[Saved data entries]
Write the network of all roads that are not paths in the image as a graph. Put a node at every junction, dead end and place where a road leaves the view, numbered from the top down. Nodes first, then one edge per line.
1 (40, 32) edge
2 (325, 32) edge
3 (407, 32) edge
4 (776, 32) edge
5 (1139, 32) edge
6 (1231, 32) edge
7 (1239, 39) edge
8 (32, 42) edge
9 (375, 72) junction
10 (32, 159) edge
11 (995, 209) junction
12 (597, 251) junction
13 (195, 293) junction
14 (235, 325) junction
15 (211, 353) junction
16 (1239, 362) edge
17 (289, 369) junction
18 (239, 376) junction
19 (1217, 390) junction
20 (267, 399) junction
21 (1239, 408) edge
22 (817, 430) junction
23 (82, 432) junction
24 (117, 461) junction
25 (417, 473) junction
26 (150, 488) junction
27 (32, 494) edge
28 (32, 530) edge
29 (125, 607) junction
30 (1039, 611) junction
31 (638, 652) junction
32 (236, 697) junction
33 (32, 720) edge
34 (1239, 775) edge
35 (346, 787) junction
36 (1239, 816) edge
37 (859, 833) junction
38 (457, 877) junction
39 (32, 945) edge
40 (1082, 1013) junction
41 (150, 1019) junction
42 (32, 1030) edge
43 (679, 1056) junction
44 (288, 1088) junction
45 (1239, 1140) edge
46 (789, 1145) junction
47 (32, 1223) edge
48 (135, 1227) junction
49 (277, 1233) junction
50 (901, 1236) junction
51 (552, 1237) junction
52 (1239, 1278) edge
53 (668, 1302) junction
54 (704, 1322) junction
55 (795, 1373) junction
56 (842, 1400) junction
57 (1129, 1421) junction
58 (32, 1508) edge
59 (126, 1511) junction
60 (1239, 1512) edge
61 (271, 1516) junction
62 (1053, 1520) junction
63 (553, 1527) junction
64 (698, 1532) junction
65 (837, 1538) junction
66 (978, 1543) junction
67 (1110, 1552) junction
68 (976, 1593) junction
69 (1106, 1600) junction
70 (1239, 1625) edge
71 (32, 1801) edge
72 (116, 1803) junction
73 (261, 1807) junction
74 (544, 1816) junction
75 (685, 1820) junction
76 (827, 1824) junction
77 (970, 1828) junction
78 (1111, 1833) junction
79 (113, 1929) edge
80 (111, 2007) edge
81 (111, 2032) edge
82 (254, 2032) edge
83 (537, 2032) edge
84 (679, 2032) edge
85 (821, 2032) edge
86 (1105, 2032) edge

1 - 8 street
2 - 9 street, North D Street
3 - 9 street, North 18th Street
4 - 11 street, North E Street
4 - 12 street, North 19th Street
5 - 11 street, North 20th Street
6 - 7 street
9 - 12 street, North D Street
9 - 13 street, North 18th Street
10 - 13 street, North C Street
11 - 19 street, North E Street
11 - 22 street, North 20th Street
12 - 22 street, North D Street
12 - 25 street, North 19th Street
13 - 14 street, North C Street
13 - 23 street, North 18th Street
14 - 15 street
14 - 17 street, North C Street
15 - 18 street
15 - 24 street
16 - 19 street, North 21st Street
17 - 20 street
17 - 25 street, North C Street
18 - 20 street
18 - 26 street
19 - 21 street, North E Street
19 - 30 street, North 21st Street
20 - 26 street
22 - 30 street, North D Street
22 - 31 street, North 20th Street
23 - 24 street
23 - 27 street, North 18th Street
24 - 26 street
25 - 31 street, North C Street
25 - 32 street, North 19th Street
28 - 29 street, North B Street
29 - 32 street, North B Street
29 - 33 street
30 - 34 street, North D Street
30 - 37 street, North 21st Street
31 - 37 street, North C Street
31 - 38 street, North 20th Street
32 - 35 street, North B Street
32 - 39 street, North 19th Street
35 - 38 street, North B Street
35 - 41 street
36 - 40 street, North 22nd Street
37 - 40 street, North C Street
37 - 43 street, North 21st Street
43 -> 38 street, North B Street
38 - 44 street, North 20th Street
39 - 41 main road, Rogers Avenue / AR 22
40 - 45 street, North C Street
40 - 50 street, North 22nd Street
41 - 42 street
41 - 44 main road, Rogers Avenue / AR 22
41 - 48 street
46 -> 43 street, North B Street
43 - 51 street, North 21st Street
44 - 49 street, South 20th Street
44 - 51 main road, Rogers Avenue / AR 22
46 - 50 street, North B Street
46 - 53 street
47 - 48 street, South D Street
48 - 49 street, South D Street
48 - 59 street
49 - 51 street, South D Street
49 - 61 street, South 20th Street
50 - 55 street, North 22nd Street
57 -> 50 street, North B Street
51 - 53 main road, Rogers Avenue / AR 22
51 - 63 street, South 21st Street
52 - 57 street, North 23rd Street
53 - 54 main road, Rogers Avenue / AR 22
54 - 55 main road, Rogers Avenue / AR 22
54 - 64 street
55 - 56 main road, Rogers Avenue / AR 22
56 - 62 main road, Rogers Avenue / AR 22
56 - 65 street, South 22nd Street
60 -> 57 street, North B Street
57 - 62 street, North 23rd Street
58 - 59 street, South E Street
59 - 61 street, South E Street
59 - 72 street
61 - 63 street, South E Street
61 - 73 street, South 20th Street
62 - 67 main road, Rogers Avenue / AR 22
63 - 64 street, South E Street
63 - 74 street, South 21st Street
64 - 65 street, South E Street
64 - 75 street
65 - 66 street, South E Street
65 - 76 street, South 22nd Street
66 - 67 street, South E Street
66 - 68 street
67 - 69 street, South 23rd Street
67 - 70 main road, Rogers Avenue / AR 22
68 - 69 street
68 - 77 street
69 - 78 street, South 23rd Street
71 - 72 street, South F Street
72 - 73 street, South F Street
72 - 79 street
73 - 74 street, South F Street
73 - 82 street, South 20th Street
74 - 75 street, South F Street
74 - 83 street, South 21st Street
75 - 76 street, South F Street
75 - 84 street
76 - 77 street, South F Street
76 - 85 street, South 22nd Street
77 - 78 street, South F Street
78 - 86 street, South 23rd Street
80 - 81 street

Work request —
Please set down all the data word for word.

Worked solution —
Write the network of all roads that are not paths in the image as a graph. Put a node at every junction, dead end and place where a road leaves the view, numbered from the top down. Nodes first, then one edge per line.
1 (40, 32) edge
2 (325, 32) edge
3 (407, 32) edge
4 (776, 32) edge
5 (1139, 32) edge
6 (1231, 32) edge
7 (1239, 39) edge
8 (32, 42) edge
9 (375, 72) junction
10 (32, 159) edge
11 (995, 209) junction
12 (597, 251) junction
13 (195, 293) junction
14 (235, 325) junction
15 (211, 353) junction
16 (1239, 362) edge
17 (289, 369) junction
18 (239, 376) junction
19 (1217, 390) junction
20 (267, 399) junction
21 (1239, 408) edge
22 (817, 430) junction
23 (82, 432) junction
24 (117, 461) junction
25 (417, 473) junction
26 (150, 488) junction
27 (32, 494) edge
28 (32, 530) edge
29 (125, 607) junction
30 (1039, 611) junction
31 (638, 652) junction
32 (236, 697) junction
33 (32, 720) edge
34 (1239, 775) edge
35 (346, 787) junction
36 (1239, 816) edge
37 (859, 833) junction
38 (457, 877) junction
39 (32, 945) edge
40 (1082, 1013) junction
41 (150, 1019) junction
42 (32, 1030) edge
43 (679, 1056) junction
44 (288, 1088) junction
45 (1239, 1140) edge
46 (789, 1145) junction
47 (32, 1223) edge
48 (135, 1227) junction
49 (277, 1233) junction
50 (901, 1236) junction
51 (552, 1237) junction
52 (1239, 1278) edge
53 (668, 1302) junction
54 (704, 1322) junction
55 (795, 1373) junction
56 (842, 1400) junction
57 (1129, 1421) junction
58 (32, 1508) edge
59 (126, 1511) junction
60 (1239, 1512) edge
61 (271, 1516) junction
62 (1053, 1520) junction
63 (553, 1527) junction
64 (698, 1532) junction
65 (837, 1538) junction
66 (978, 1543) junction
67 (1110, 1552) junction
68 (976, 1593) junction
69 (1106, 1600) junction
70 (1239, 1625) edge
71 (32, 1801) edge
72 (116, 1803) junction
73 (261, 1807) junction
74 (544, 1816) junction
75 (685, 1820) junction
76 (827, 1824) junction
77 (970, 1828) junction
78 (1111, 1833) junction
79 (113, 1929) edge
80 (111, 2007) edge
81 (111, 2032) edge
82 (254, 2032) edge
83 (537, 2032) edge
84 (679, 2032) edge
85 (821, 2032) edge
86 (1105, 2032) edge

1 - 8 street
2 - 9 street, North D Street
3 - 9 street, North 18th Street
4 - 11 street, North E Street
4 - 12 street, North 19th Street
5 - 11 street, North 20th Street
6 - 7 street
9 - 12 street, North D Street
9 - 13 street, North 18th Street
10 - 13 street, North C Street
11 - 19 street, North E Street
11 - 22 street, North 20th Street
12 - 22 street, North D Street
12 - 25 street, North 19th Street
13 - 14 street, North C Street
13 - 23 street, North 18th Street
14 - 15 street
14 - 17 street, North C Street
15 - 18 street
15 - 24 street
16 - 19 street, North 21st Street
17 - 20 street
17 - 25 street, North C Street
18 - 20 street
18 - 26 street
19 - 21 street, North E Street
19 - 30 street, North 21st Street
20 - 26 street
22 - 30 street, North D Street
22 - 31 street, North 20th Street
23 - 24 street
23 - 27 street, North 18th Street
24 - 26 street
25 - 31 street, North C Street
25 - 32 street, North 19th Street
28 - 29 street, North B Street
29 - 32 street, North B Street
29 - 33 street
30 - 34 street, North D Street
30 - 37 street, North 21st Street
31 - 37 street, North C Street
31 - 38 street, North 20th Street
32 - 35 street, North B Street
32 - 39 street, North 19th Street
35 - 38 street, North B Street
35 - 41 street
36 - 40 street, North 22nd Street
37 - 40 street, North C Street
37 - 43 street, North 21st Street
43 -> 38 street, North B Street
38 - 44 street, North 20th Street
39 - 41 main road, Rogers Avenue / AR 22
40 - 45 street, North C Street
40 - 50 street, North 22nd Street
41 - 42 street
41 - 44 main road, Rogers Avenue / AR 22
41 - 48 street
46 -> 43 street, North B Street
43 - 51 street, North 21st Street
44 - 49 street, South 20th Street
44 - 51 main road, Rogers Avenue / AR 22
46 - 50 street, North B Street
46 - 53 street
47 - 48 street, South D Street
48 - 49 street, South D Street
48 - 59 street
49 - 51 street, South D Street
49 - 61 street, South 20th Street
50 - 55 street, North 22nd Street
57 -> 50 street, North B Street
51 - 53 main road, Rogers Avenue / AR 22
51 - 63 street, South 21st Street
52 - 57 street, North 23rd Street
53 - 54 main road, Rogers Avenue / AR 22
54 - 55 main road, Rogers Avenue / AR 22
54 - 64 street
55 - 56 main road, Rogers Avenue / AR 22
56 - 62 main road, Rogers Avenue / AR 22
56 - 65 street, South 22nd Street
60 -> 57 street, North B Street
57 - 62 street, North 23rd Street
58 - 59 street, South E Street
59 - 61 street, South E Street
59 - 72 street
61 - 63 street, South E Street
61 - 73 street, South 20th Street
62 - 67 main road, Rogers Avenue / AR 22
63 - 64 street, South E Street
63 - 74 street, South 21st Street
64 - 65 street, South E Street
64 - 75 street
65 - 66 street, South E Street
65 - 76 street, South 22nd Street
66 - 67 street, South E Street
66 - 68 street
67 - 69 street, South 23rd Street
67 - 70 main road, Rogers Avenue / AR 22
68 - 69 street
68 - 77 street
69 - 78 street, South 23rd Street
71 - 72 street, South F Street
72 - 73 street, South F Street
72 - 79 street
73 - 74 street, South F Street
73 - 82 street, South 20th Street
74 - 75 street, South F Street
74 - 83 street, South 21st Street
75 - 76 street, South F Street
75 - 84 street
76 - 77 street, South F Street
76 - 85 street, South 22nd Street
77 - 78 street, South F Street
78 - 86 street, South 23rd Street
80 - 81 street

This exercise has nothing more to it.